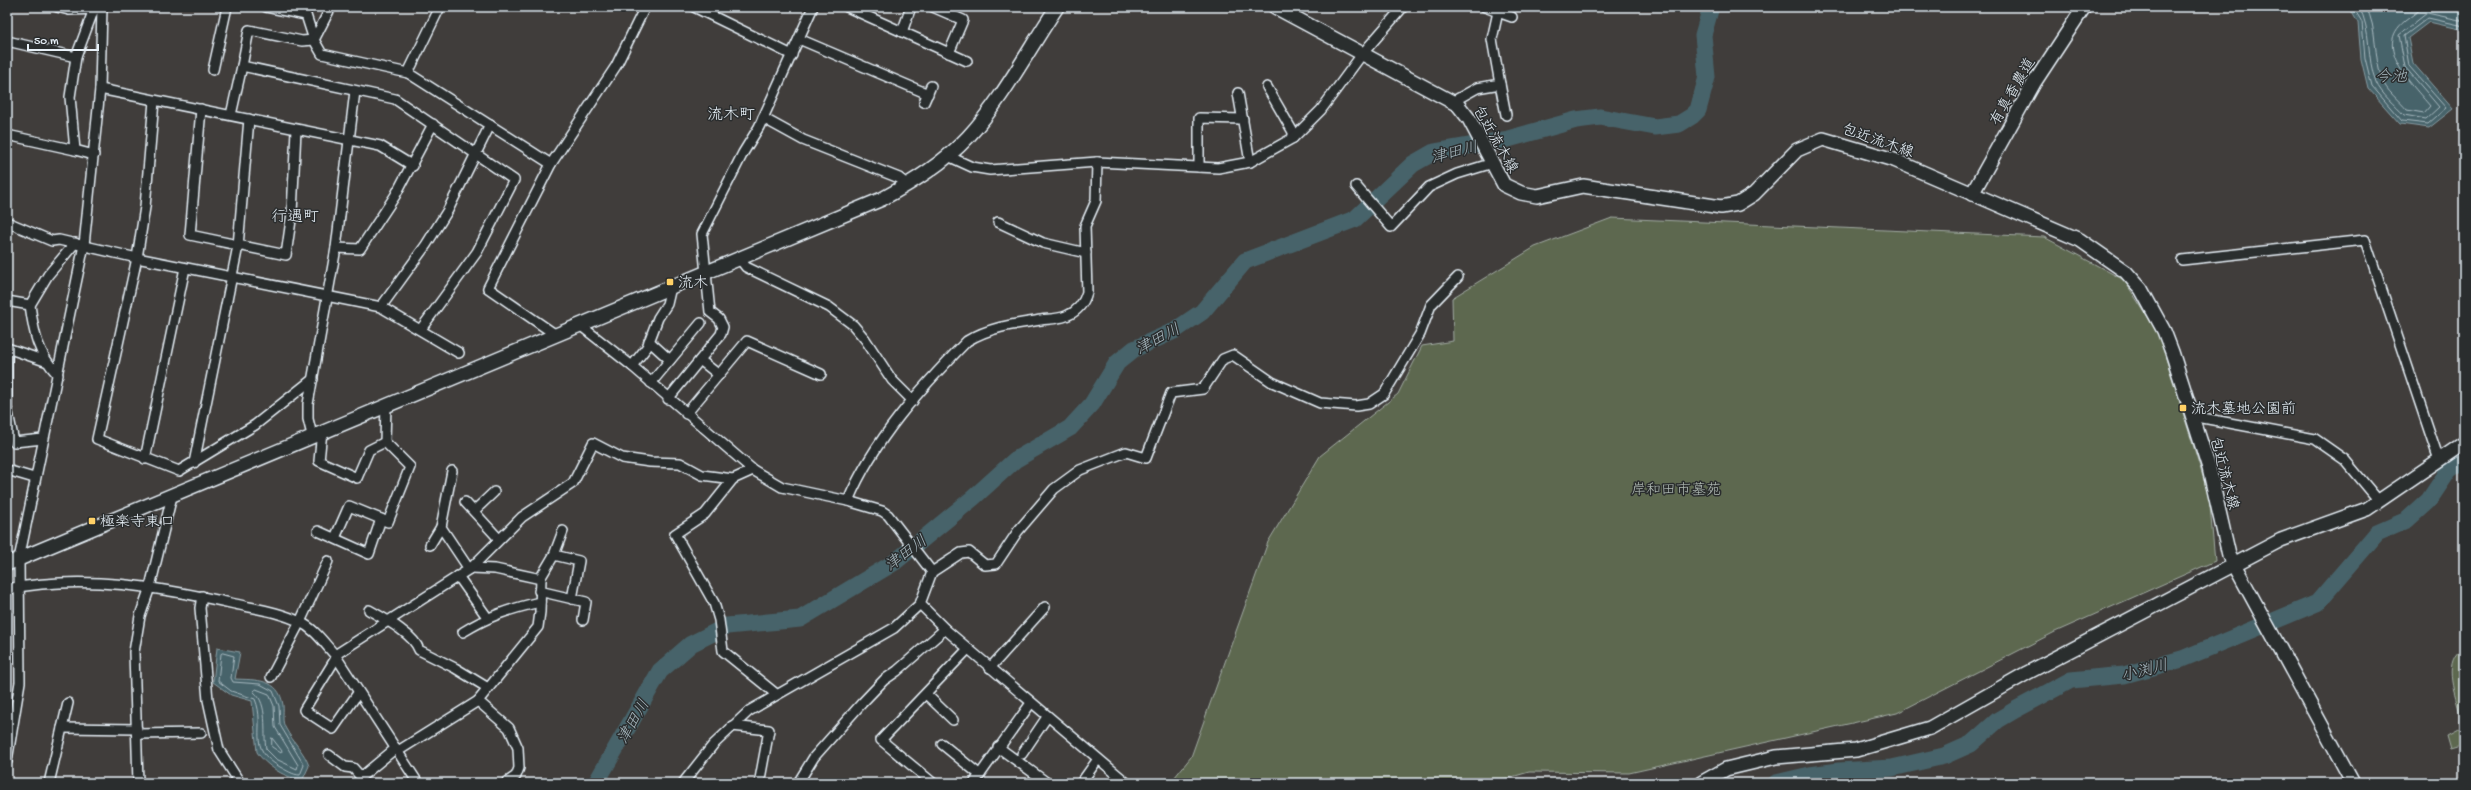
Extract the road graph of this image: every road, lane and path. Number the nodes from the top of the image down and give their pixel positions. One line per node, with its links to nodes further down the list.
1 (57, 7): 17 (street)
2 (227, 7): 30 (street)
3 (266, 7): 22 (street)
4 (331, 7): 22 (street)
5 (440, 7): 31 (street)
6 (644, 7): 59 (street)
7 (694, 7): 26 (street)
8 (814, 7): 21 (street)
9 (847, 7): 20 (street)
10 (911, 7): 20 (street)
11 (933, 7): 24 (street)
12 (1057, 7): 55 (street)
13 (1275, 7): 25 (street, 包近流木線)
14 (1403, 7): 25 (street)
15 (1485, 7): 18 (street)
16 (2084, 7): 64 (street, 有真香農道)
17 (99, 8): 27 (street); 34 (street)
18 (1498, 12): 19 (street); 32 (street)
19 (1512, 17)
20 (902, 32): 24 (street)
21 (799, 39): 26 (street); 37 (street)
22 (314, 40): 29 (street); 31 (street)
23 (7, 41): 27 (street)
24 (948, 52): 28 (street)
25 (1364, 53): 39 (street, 包近流木線); 50 (street)
26 (792, 55): 43 (street)
27 (76, 57): 52 (street)
28 (967, 61)
29 (242, 66): 35 (street); 41 (street)
30 (213, 70)
31 (408, 73): 47 (street)
32 (1500, 84): 39 (street); 42 (street)
33 (1267, 88): 50 (street)
34 (100, 89): 38 (street); 54 (street)
35 (355, 91): 46 (street); 51 (street)
36 (1238, 93): 44 (street)
37 (928, 94)
38 (154, 101): 40 (street); 71 (street)
39 (1452, 102): 56 (street, 包近流木線)
40 (201, 109): 41 (street); 68 (street)
41 (231, 115): 45 (street)
42 (1506, 115)
43 (763, 118): 62 (street); 75 (street)
44 (1243, 119): 58 (street); 61 (street)
45 (248, 120): 48 (street); 68 (street)
46 (433, 124): 53 (street); 60 (street)
47 (490, 125): 53 (street); 59 (street)
48 (296, 130): 51 (street); 68 (street)
49 (7, 135): 52 (street)
50 (1293, 138): 58 (street)
51 (348, 140): 60 (street); 69 (street)
52 (75, 150): 54 (street)
53 (477, 153): 82 (street); 85 (street)
54 (94, 155): 67 (street)
55 (948, 156): 57 (street); 62 (street)
56 (1491, 160): 63 (street); 64 (street, 包近流木線)
57 (1098, 162): 61 (street); 70 (street)
58 (1250, 162): 61 (street)
59 (551, 164): 86 (street)
60 (413, 166): 69 (street)
61 (1199, 167)
62 (908, 184): 72 (street)
63 (1356, 186)
64 (1972, 194): 106 (street, 包近流木線)
65 (7, 222): 67 (street)
66 (998, 222): 70 (street)
67 (80, 244): 71 (street); 81 (street); 96 (street)
68 (238, 246): 76 (street)
69 (336, 248): 79 (street)
70 (1086, 253): 102 (street)
71 (137, 258): 74 (street); 112 (street)
72 (739, 258): 75 (street); 102 (street)
73 (2182, 260): 113 (street)
74 (186, 268): 76 (street); 112 (street)
75 (706, 272): 78 (street); 92 (street)
76 (232, 277): 79 (street); 114 (street)
77 (1458, 277): 138 (street)
78 (671, 287): 84 (street); 87 (street)
79 (328, 296): 82 (street); 98 (street)
80 (7, 301): 81 (street)
81 (30, 305): 93 (street)
82 (381, 307): 85 (street)
83 (701, 323): 91 (street)
84 (580, 325): 86 (street); 94 (street)
85 (421, 329): 90 (street)
86 (556, 335): 103 (street)
87 (649, 341): 91 (street); 94 (street)
88 (7, 348): 93 (street)
89 (7, 352): 100 (street)
90 (459, 353)
91 (670, 360): 99 (street)
92 (700, 360): 97 (street); 101 (street)
93 (45, 361): 96 (street)
94 (632, 366): 99 (street)
95 (821, 374): 97 (street)
96 (58, 375): 109 (street)
97 (718, 375): 105 (street)
98 (313, 380): 108 (street); 114 (street)
99 (651, 383): 101 (street)
100 (7, 385): 104 (street)
101 (668, 399): 105 (street)
102 (913, 401): 122 (street)
103 (386, 405): 108 (street); 110 (street)
104 (7, 408): 107 (street)
105 (686, 414): 116 (street)
106 (2192, 416): 123 (street); 136 (street, 包近流木線)
107 (9, 429): 109 (street)
108 (317, 433): 110 (street); 121 (street)
109 (43, 439): 118 (street)
110 (385, 442): 126 (street)
111 (2464, 443): 113 (street)
112 (145, 459): 114 (street)
113 (2439, 460): 123 (street)
114 (194, 463)
115 (7, 470): 118 (street)
116 (753, 470): 119 (street); 122 (street)
117 (452, 471): 127 (street)
118 (34, 478): 134 (street)
119 (733, 479): 131 (street); 163 (street)
120 (494, 492): 125 (street)
121 (172, 496): 134 (street); 141 (street)
122 (848, 501): 138 (street)
123 (2379, 501): 136 (street)
124 (465, 502): 125 (street)
125 (474, 511): 131 (street)
126 (381, 519): 130 (street); 130 (street)
127 (441, 527): 132 (street); 137 (street)
128 (318, 531): 130 (street)
129 (563, 531): 133 (street)
130 (335, 538)
131 (499, 539): 137 (street)
132 (430, 545)
133 (554, 555): 140 (street); 146 (street)
134 (13, 561): 142 (street)
135 (328, 561): 154 (street)
136 (2234, 565): 195 (street); 196 (street, 包近流木線)
137 (470, 568): 139 (street); 140 (street)
138 (932, 572): 148 (street)
139 (458, 576): 151 (street); 153 (street)
140 (541, 579): 144 (street)
141 (150, 586): 142 (street); 145 (street); 172 (street)
142 (18, 587): 143 (street); 180 (street)
143 (7, 589)
144 (539, 591): 146 (street); 147 (street)
145 (202, 596): 154 (street); 186 (street)
146 (572, 599): 152 (street)
147 (540, 602): 151 (street); 161 (street)
148 (920, 604): 155 (street); 163 (street)
149 (1045, 607): 159 (street)
150 (369, 610): 153 (street)
151 (487, 617): 156 (street)
152 (583, 620)
153 (388, 621): 158 (street); 161 (street)
154 (300, 622): 158 (street); 160 (street)
155 (945, 629): 157 (street); 190 (street)
156 (463, 632)
157 (968, 649): 159 (street); 164 (street)
158 (335, 657): 162 (street); 162 (street)
159 (990, 668): 166 (street)
160 (271, 677)
161 (488, 688): 165 (street)
162 (358, 693): 176 (street)
163 (776, 694): 170 (street)
164 (926, 694): 169 (street); 191 (street)
165 (478, 701): 176 (street); 188 (street)
166 (1031, 703): 168 (street); 175 (street)
167 (68, 704): 171 (street)
168 (1047, 717): 177 (street); 179 (street)
169 (953, 720)
170 (732, 726): 182 (street); 189 (street)
171 (62, 728): 172 (street); 184 (street)
172 (137, 731): 173 (street); 185 (street)
173 (201, 733)
174 (942, 744): 181 (street)
175 (998, 747): 181 (street); 183 (street)
176 (397, 749): 178 (street); 187 (street)
177 (1022, 754)
178 (329, 755)
179 (1098, 759): 193 (street); 194 (street)
180 (7, 761)
181 (980, 775): 192 (street)
182 (760, 779)
183 (1046, 782)
184 (49, 783)
185 (138, 783)
186 (240, 783)
187 (418, 783)
188 (506, 783)
189 (683, 783)
190 (798, 783)
191 (933, 783)
192 (974, 783)
193 (1081, 783)
194 (1127, 783)
195 (1701, 783)
196 (2353, 783)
____
-- About this task --
Please tally how many lines in the listing above contain the word "包近流木線", and answer with the figure alone.

-- Response area --
7